Exploring the Diversity and Vectorial System of Anopheline Mosquitoes (Diptera: Culicidae) in Chosen Ecological Settings within Nasarawa State, Nigeria
Mosquitoes are notorious for their nuisance and their role in transmitting disease-causing pathogens to humans. This research aimed to assess the distribution, abundance, and diversity of mosquitoes in three specific eco-settings within Nasarawa State, Nigeria. Anopheles mosquitoes were collected using the Pyrethroid Spray Catch (PSC) and Centre for Disease Control (CDC) light trap techniques, and their morphological identification was conducted using established keys. The presence of knockdown resistance (Kdr) was determined following standard protocols, while meal preference was determined using the Enzyme Linked Immuno Sorbent Assay (ELISA). Additionally, collected mosquitoes were categorized based on physiological conditions, and the molecular forms of Anopheline species were identified using established methods.

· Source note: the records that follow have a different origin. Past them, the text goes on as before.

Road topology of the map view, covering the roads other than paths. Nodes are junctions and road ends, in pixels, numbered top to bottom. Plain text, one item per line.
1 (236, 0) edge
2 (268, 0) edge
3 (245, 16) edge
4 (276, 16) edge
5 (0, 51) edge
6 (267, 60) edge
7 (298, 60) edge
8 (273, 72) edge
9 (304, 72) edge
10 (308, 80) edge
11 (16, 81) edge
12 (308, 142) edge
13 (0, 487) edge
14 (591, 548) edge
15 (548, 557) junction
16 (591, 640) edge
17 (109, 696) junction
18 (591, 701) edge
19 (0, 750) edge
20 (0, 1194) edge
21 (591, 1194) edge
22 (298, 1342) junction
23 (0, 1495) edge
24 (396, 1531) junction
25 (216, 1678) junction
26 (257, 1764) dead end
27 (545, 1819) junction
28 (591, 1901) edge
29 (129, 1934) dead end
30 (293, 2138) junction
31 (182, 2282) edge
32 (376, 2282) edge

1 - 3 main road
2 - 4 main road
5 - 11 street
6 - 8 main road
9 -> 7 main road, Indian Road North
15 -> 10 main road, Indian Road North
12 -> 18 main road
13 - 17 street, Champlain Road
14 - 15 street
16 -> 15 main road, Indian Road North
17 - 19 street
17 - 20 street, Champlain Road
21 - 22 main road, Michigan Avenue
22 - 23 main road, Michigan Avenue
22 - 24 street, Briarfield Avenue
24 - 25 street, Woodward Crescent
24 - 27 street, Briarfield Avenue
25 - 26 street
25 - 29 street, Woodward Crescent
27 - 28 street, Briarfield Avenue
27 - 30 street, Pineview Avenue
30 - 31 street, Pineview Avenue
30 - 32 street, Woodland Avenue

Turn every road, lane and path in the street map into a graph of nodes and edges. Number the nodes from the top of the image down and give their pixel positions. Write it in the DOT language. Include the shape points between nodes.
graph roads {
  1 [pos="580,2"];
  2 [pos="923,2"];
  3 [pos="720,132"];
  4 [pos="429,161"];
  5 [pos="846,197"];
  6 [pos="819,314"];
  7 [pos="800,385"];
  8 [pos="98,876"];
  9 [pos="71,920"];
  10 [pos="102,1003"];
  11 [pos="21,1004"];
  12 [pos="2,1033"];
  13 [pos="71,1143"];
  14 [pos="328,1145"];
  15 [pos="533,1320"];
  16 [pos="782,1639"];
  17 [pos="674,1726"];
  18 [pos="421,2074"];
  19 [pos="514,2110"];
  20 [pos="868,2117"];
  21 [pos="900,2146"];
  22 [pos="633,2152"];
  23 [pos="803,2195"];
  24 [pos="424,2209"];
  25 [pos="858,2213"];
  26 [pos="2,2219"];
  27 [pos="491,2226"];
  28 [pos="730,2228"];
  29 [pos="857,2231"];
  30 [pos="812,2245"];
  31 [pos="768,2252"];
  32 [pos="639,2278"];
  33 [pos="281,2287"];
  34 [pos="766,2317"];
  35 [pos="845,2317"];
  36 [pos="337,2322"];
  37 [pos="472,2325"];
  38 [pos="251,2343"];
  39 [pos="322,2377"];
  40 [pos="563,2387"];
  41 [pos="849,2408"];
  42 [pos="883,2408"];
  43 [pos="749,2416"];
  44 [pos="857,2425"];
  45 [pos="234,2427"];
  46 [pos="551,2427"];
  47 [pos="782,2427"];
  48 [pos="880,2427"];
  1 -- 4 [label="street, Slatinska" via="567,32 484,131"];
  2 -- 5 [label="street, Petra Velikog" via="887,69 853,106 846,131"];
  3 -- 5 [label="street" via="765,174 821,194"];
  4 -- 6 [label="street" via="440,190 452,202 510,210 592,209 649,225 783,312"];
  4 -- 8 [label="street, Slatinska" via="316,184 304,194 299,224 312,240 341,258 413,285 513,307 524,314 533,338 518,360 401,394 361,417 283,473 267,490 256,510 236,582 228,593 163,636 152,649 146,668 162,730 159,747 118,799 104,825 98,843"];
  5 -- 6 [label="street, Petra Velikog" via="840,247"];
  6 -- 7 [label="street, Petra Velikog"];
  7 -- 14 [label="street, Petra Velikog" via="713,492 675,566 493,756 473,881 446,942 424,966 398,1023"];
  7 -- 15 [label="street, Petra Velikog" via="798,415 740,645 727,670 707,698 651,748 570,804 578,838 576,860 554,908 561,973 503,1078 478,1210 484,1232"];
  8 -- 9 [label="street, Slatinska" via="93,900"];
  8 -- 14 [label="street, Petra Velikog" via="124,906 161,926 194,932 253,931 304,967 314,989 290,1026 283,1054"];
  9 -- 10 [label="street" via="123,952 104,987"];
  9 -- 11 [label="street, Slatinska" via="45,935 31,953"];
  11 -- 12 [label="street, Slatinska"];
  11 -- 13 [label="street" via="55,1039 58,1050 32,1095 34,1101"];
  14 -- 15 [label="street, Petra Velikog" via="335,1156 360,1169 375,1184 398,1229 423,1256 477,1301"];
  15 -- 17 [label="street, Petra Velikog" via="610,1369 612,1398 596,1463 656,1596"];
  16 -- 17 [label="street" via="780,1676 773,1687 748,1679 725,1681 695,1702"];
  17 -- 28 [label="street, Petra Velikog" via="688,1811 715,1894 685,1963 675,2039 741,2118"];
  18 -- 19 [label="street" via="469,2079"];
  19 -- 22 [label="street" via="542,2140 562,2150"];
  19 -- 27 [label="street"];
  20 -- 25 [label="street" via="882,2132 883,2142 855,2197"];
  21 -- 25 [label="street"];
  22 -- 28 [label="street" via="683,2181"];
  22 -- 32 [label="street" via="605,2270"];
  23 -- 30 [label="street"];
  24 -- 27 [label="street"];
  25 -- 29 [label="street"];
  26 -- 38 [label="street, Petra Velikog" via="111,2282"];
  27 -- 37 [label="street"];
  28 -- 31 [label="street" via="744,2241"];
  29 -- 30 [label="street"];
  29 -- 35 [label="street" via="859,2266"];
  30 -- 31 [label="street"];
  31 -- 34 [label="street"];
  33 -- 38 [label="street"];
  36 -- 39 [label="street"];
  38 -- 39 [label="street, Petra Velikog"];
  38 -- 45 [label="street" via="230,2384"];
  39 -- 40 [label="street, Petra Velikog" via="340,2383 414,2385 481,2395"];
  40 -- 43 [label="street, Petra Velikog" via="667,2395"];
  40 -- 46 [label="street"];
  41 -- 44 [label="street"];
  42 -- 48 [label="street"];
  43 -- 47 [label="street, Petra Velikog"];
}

Throughout the selected eco-settings in Nasarawa State, a total of six species of Anopheles mosquito vectors were encountered: Anopheles gambiae s.l, An. funestus, An. nili, An. coustani, An. rufipes, and An. pharoensis. The study, conducted from January to December 2017, yielded a total of 15,417 mosquito vectors. Among these, Anopheline mosquitoes constituted the majority, accounting for 64.09% of the total collection. Analysis revealed significant variations in the relative abundance and distribution of mosquito vectors across the studied eco-settings. The month of May 2017 recorded the highest number of mosquitoes captured (1,273; 12.88%). An. gambiae s.l. was the most dominant species encountered across the eco-settings during both seasons, comprising 41.89% of the total collection, followed by An. coustani (19.49%). Indoor collections of An. gambiae s.l. accounted for 68.21% of the total. The indoor resting densities were determined as 4.46, 3.99, and 3.65 mosquitoes per person per hour per night for sparse woodland, wooded grassland, and swampy grassland, respectively. The wet season accounted for 57.24% of the collected vectors.

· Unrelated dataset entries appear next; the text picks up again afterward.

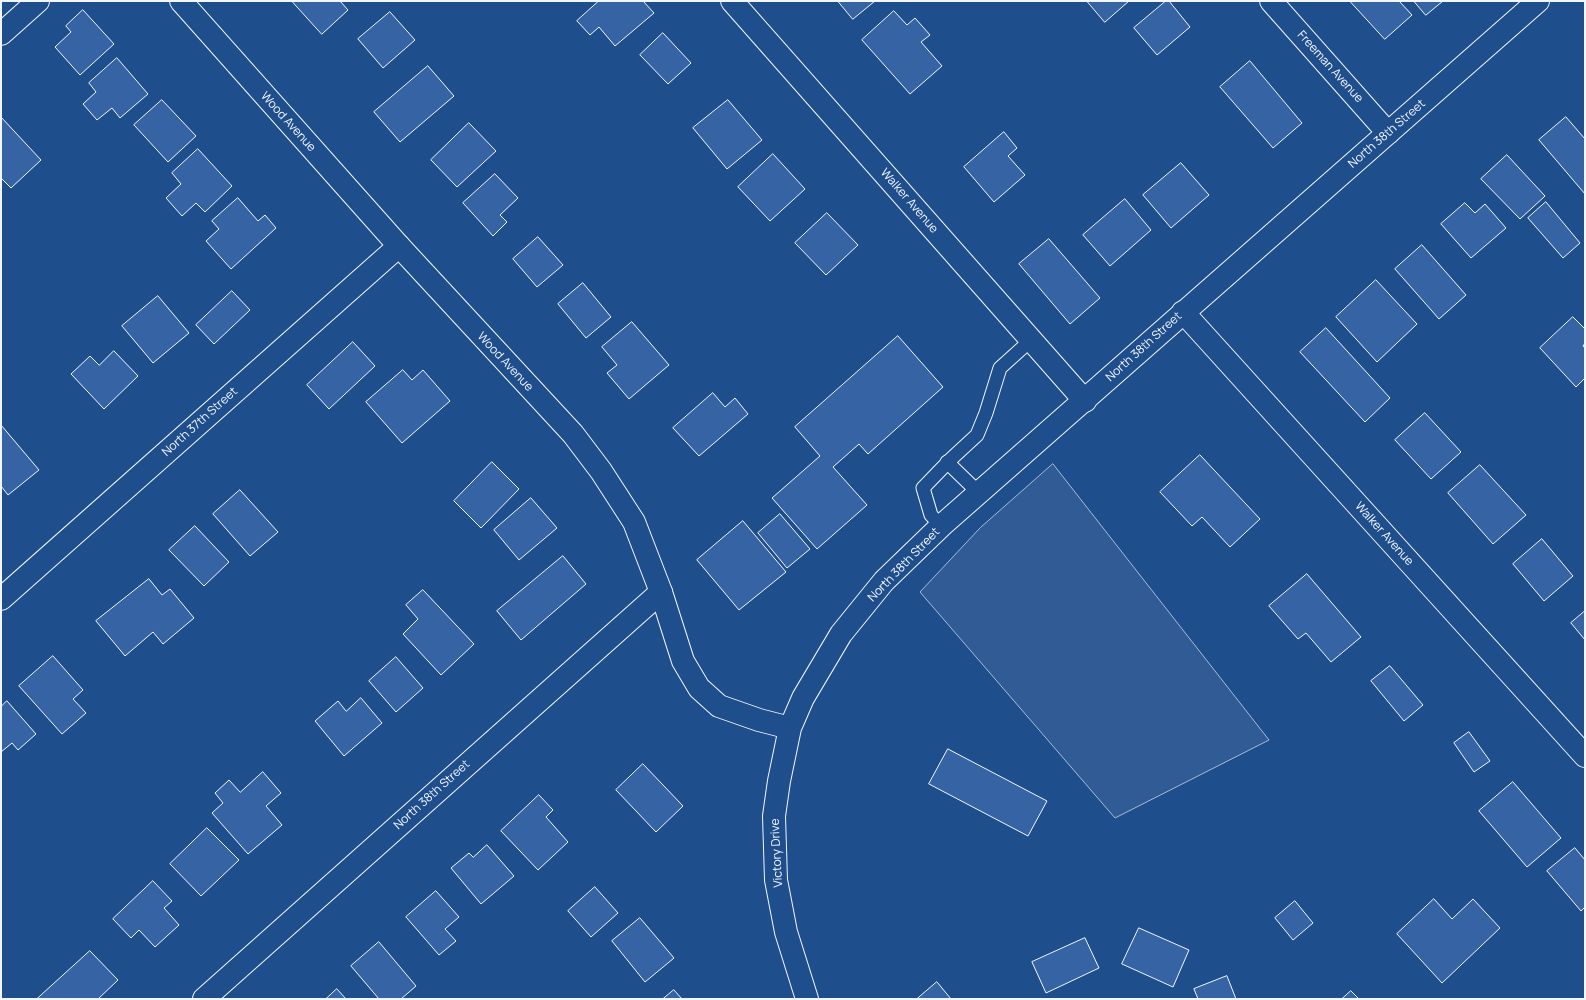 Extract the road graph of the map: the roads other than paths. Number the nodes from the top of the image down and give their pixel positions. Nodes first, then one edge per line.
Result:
1 (38, 1) edge
2 (181, 1) edge
3 (732, 1) edge
4 (1271, 1) edge
5 (1538, 1) edge
6 (1, 34) edge
7 (1388, 133) junction
8 (399, 246) junction
9 (1183, 312) junction
10 (1032, 340) junction
11 (1084, 401) junction
12 (948, 462) junction
13 (979, 493) junction
14 (941, 526) junction
15 (660, 592) junction
16 (1, 599) edge
17 (790, 728) junction
18 (1585, 756) edge
19 (204, 999) edge
20 (807, 999) edge

1 - 6 street
2 - 8 street, Wood Avenue
3 - 10 street, Walker Avenue
4 - 7 street, Freeman Avenue
5 - 7 street, North 38th Street
7 - 9 street, North 38th Street
8 - 15 street, Wood Avenue
8 - 16 street, North 37th Street
9 - 11 street, North 38th Street
9 - 18 street, Walker Avenue
10 - 11 street, Walker Avenue
10 - 12 lane
11 - 13 street, North 38th Street
12 - 13 lane
12 - 14 lane
13 - 14 street, North 38th Street
14 - 17 street, North 38th Street
15 - 17 street, Wood Avenue
15 - 19 street, North 38th Street
17 - 20 street, Victory Drive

Analysis of abdominal conditions revealed that 27.40% of the mosquitoes were half gravid, 26.08% were gravid, and 25.97% were freshly fed. The highest human biting rate (HBR) was recorded in May 2017, with rates of 18.30, 22.90, and 23.00 bites per person per hour for sparse woodland, wooded grassland, and swampy grassland, respectively. Molecular analyses showed that the S form of An. gambiae s.s constituted 64.47% of the collection, while 15.47% and 10.93% were the M form of An. colluzzi and An. arabiensis, respectively. The sporozoite rates, indicating the presence of malaria parasites, were 20.20% in swampy grassland, 13.20% in sparse woodland, and 12.80% in wooded grassland. In terms of knockdown resistance (Kdr), 19.02% of the vectors were resistant (RR), 31.66% were heterozygous susceptible (RS), and 50.51% were susceptible (SS) in the study area.

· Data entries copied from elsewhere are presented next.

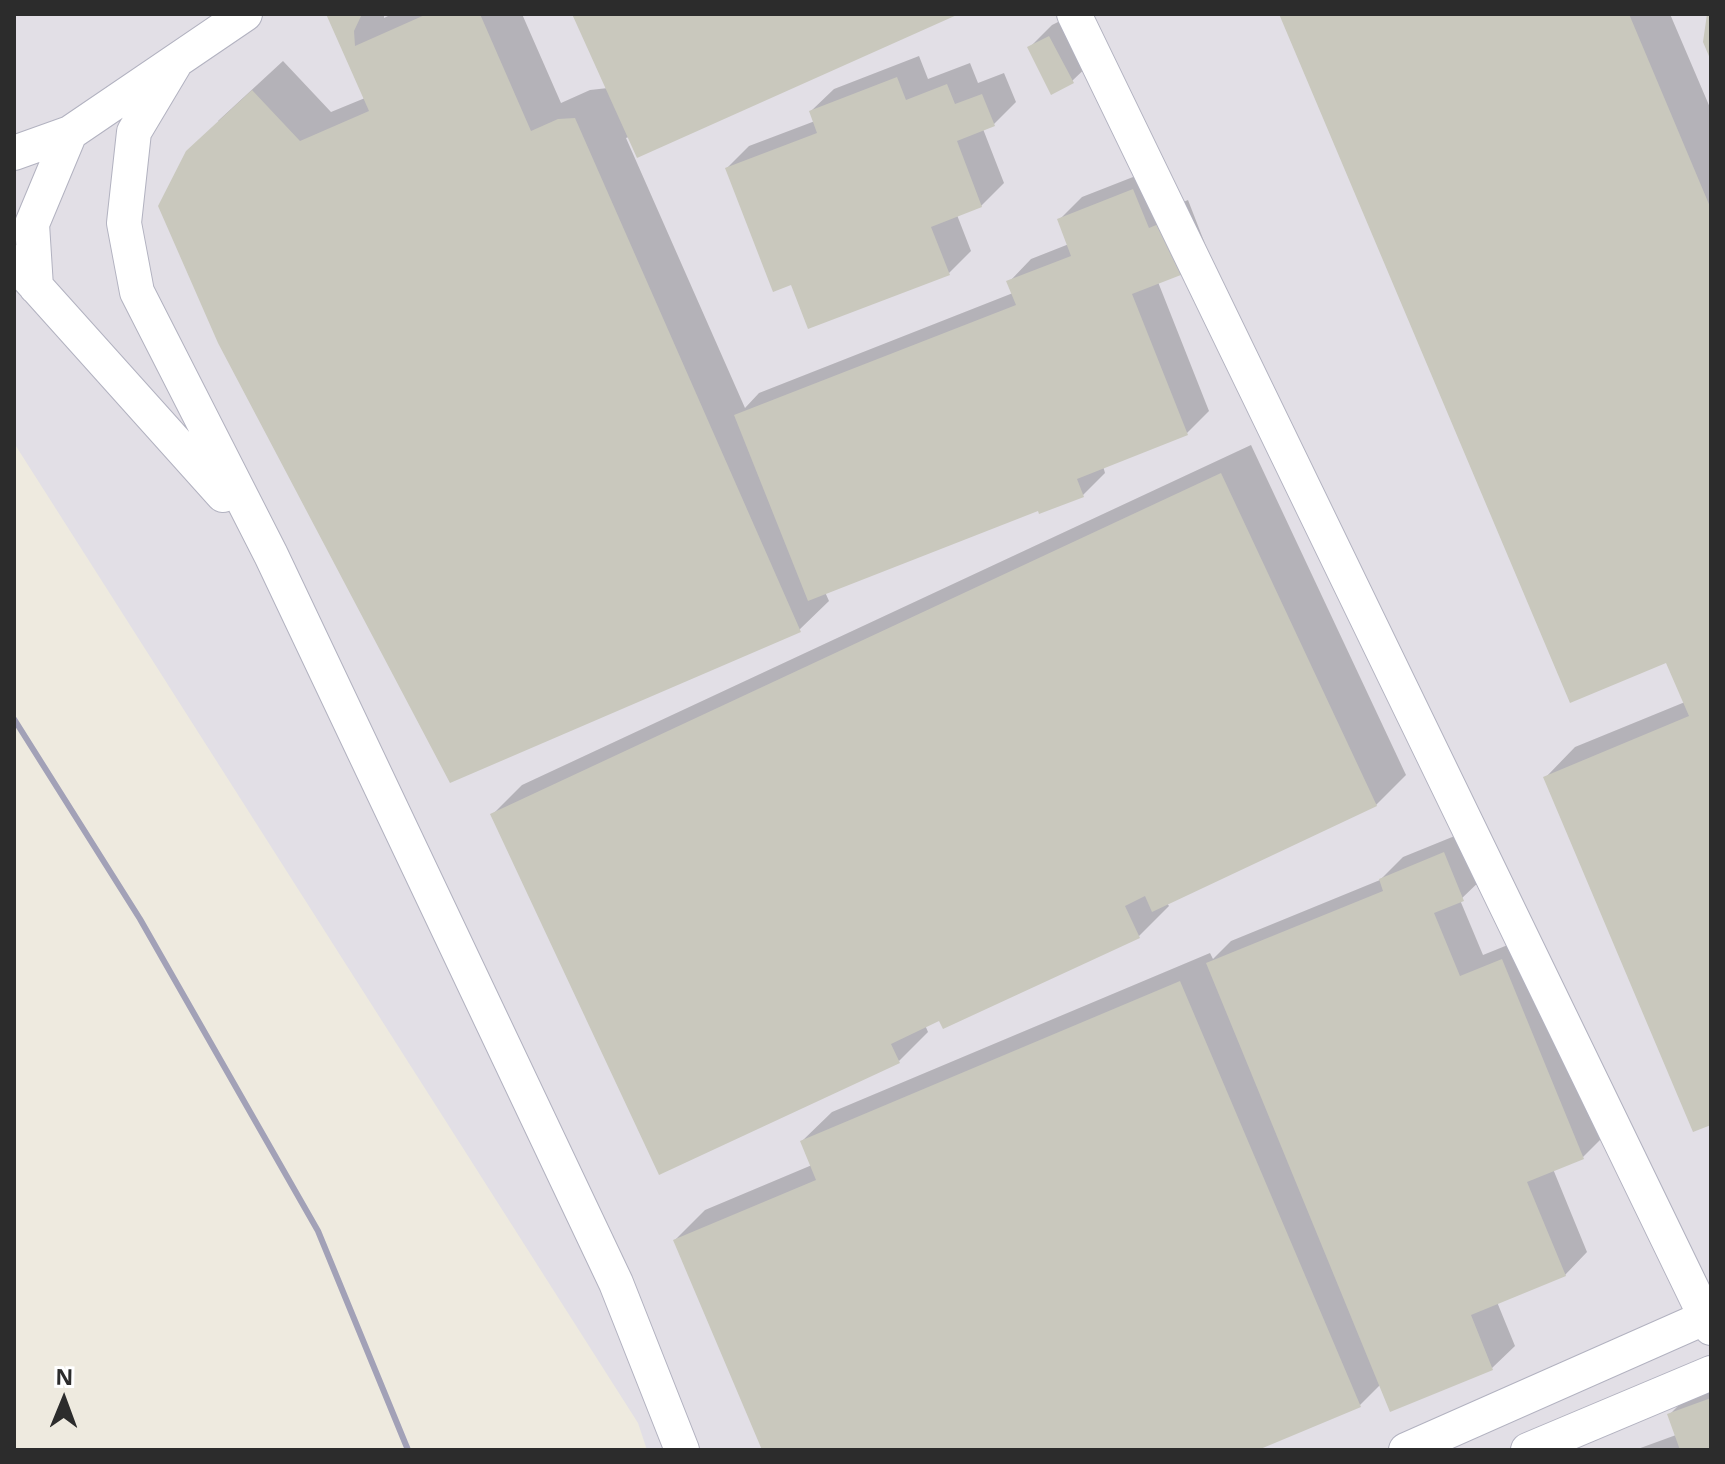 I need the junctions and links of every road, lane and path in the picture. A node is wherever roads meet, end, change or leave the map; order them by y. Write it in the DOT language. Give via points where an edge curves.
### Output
graph roads {
  1 [pos="245,14"];
  2 [pos="1074,14"];
  3 [pos="174,65"];
  4 [pos="70,133"];
  5 [pos="14,153"];
  6 [pos="25,275"];
  7 [pos="271,555"];
  8 [pos="1710,1320"];
  9 [pos="1711,1373"];
  10 [pos="682,1450"];
  11 [pos="1406,1450"];
  12 [pos="1528,1450"];
  1 -- 3 [label="street"];
  2 -- 8 [label="street"];
  3 -- 4 [label="street"];
  3 -- 7 [label="street" via="134,132 124,223 137,292"];
  4 -- 5 [label="street"];
  4 -- 6 [label="street" via="32,224"];
  6 -- 7 [label="street" via="197,463"];
  7 -- 10 [label="street" via="616,1283"];
  8 -- 11 [label="street"];
  9 -- 12 [label="street"];
}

Blood meal source analyses revealed that 47.47% of the mosquitoes fed on humans, 30.54% on bovines, and 21.72% on goats across the study area. Specifically, An. gambiae s.s obtained 95.95% of its blood meal from humans, 45.07% from bovines, and 33.66% from goats. When considering single blood meal sources, 98.56% originated from humans, 44.44% from bovines, and 28.32% from goats. An. arabiensis obtained 1.44% of its blood meal from humans, 55.56% from bovines, and 71.67% from goats, indicating a mixed blood meal source. Moreover, An. arabiensis acquired blood meals from various combinations, including human/goat (24.30%), human/bovine (30.43%), human/bovine/goat (33.85%), and bovine/goats (54.55%).
Overall, this study revealed that Anopheles species were abundant and important vectors of malaria in Nigeria. The results indicate the presence of mosquito-borne disease vectors in the study area, with many of them influenced by human activities.